Records supplied section start

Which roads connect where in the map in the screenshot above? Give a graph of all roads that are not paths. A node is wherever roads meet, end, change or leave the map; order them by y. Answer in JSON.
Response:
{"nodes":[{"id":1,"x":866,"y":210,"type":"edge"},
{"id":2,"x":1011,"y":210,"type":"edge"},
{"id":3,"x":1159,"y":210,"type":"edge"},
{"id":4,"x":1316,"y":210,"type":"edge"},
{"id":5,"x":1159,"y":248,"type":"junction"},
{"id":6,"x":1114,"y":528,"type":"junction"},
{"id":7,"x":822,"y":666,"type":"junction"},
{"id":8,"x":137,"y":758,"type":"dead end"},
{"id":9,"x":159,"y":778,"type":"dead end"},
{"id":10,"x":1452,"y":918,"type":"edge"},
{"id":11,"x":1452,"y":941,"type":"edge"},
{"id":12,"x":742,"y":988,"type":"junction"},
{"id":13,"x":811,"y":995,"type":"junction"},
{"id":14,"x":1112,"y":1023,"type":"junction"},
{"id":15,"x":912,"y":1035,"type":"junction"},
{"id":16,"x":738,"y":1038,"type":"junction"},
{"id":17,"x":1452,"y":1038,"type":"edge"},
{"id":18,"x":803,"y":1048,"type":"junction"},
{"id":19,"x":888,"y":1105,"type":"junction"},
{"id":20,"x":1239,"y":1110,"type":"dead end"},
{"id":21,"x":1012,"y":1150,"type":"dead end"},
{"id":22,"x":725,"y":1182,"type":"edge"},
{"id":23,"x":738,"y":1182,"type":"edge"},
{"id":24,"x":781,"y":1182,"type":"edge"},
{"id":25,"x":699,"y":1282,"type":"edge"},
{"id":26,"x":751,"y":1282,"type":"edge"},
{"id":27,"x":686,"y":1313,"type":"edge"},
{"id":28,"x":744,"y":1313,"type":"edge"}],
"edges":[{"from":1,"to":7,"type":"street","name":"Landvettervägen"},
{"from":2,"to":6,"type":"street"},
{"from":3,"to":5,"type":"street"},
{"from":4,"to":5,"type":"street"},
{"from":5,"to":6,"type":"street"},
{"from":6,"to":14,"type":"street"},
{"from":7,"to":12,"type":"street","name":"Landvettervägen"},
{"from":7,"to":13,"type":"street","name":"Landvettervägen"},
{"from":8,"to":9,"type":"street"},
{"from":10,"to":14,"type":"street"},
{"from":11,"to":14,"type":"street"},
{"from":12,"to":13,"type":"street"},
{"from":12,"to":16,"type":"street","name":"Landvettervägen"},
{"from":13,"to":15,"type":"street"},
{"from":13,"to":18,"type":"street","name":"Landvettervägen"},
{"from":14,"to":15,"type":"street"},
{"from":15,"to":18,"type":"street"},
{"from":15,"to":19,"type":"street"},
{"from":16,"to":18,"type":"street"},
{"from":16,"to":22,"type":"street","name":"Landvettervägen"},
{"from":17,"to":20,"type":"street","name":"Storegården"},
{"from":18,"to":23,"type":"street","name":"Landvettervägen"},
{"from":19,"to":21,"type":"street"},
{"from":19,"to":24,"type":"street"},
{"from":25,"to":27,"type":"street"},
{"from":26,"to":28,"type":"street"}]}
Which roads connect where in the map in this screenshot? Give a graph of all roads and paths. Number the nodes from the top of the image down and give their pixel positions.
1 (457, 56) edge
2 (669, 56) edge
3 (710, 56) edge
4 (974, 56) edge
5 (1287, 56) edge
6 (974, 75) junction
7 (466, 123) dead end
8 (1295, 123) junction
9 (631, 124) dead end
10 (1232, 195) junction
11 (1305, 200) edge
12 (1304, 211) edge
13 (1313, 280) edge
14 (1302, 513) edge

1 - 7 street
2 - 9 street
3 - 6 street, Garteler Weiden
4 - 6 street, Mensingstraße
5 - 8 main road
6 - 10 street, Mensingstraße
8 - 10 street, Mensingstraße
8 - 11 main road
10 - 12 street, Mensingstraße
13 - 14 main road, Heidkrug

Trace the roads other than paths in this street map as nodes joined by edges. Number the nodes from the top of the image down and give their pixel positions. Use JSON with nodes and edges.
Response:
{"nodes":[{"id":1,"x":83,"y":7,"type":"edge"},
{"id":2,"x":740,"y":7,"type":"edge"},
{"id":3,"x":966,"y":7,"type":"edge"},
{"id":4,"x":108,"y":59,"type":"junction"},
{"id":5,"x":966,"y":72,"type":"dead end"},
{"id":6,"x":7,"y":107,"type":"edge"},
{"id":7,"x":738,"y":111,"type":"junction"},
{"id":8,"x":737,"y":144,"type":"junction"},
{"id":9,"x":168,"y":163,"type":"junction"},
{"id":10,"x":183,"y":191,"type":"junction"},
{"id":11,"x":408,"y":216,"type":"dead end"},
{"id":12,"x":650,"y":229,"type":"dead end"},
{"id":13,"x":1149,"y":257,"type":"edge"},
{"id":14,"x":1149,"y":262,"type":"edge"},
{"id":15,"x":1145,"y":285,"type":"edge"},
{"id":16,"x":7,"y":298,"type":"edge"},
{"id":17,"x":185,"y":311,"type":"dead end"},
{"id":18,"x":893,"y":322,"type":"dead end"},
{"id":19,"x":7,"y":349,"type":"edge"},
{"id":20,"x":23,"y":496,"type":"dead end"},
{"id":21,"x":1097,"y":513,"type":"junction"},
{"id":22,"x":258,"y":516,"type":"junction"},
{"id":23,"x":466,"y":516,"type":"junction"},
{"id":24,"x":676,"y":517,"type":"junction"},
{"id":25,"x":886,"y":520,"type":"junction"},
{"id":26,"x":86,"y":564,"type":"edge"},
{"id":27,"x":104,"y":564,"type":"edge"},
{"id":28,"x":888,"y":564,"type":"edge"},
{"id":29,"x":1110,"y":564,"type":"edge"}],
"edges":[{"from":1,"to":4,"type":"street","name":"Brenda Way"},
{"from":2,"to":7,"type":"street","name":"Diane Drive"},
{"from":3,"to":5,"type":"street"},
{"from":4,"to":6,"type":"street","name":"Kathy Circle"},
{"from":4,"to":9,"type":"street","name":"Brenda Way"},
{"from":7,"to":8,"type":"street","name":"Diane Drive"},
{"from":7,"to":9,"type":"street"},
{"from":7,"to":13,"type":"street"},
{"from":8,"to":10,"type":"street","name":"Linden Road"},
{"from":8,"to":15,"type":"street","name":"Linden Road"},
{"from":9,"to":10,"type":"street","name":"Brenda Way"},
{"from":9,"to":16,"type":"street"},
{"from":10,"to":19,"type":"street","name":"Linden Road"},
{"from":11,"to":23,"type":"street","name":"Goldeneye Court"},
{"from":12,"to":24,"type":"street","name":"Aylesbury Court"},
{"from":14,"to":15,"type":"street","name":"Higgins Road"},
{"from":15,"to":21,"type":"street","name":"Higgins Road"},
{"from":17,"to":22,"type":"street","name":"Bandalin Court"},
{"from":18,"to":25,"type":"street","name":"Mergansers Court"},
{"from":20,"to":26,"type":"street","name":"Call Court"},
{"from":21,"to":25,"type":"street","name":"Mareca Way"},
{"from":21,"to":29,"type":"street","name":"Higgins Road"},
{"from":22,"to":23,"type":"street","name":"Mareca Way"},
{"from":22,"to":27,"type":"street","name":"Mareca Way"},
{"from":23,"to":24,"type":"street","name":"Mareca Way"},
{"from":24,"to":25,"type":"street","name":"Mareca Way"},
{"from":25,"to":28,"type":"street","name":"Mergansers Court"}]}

Records supplied section end

Action item.
Out of the entries above, write out only the lines between the line holding "Which roads connect where in the map in this" and the line holding "Trace the roads", inclusive, each exactly as given.

Reply to the exercise.
Which roads connect where in the map in this screenshot? Give a graph of all roads and paths. Number the nodes from the top of the image down and give their pixel positions.
1 (457, 56) edge
2 (669, 56) edge
3 (710, 56) edge
4 (974, 56) edge
5 (1287, 56) edge
6 (974, 75) junction
7 (466, 123) dead end
8 (1295, 123) junction
9 (631, 124) dead end
10 (1232, 195) junction
11 (1305, 200) edge
12 (1304, 211) edge
13 (1313, 280) edge
14 (1302, 513) edge

1 - 7 street
2 - 9 street
3 - 6 street, Garteler Weiden
4 - 6 street, Mensingstraße
5 - 8 main road
6 - 10 street, Mensingstraße
8 - 10 street, Mensingstraße
8 - 11 main road
10 - 12 street, Mensingstraße
13 - 14 main road, Heidkrug

Trace the roads other than paths in this street map as nodes joined by edges. Number the nodes from the top of the image down and give their pixel positions. Use JSON with nodes and edges.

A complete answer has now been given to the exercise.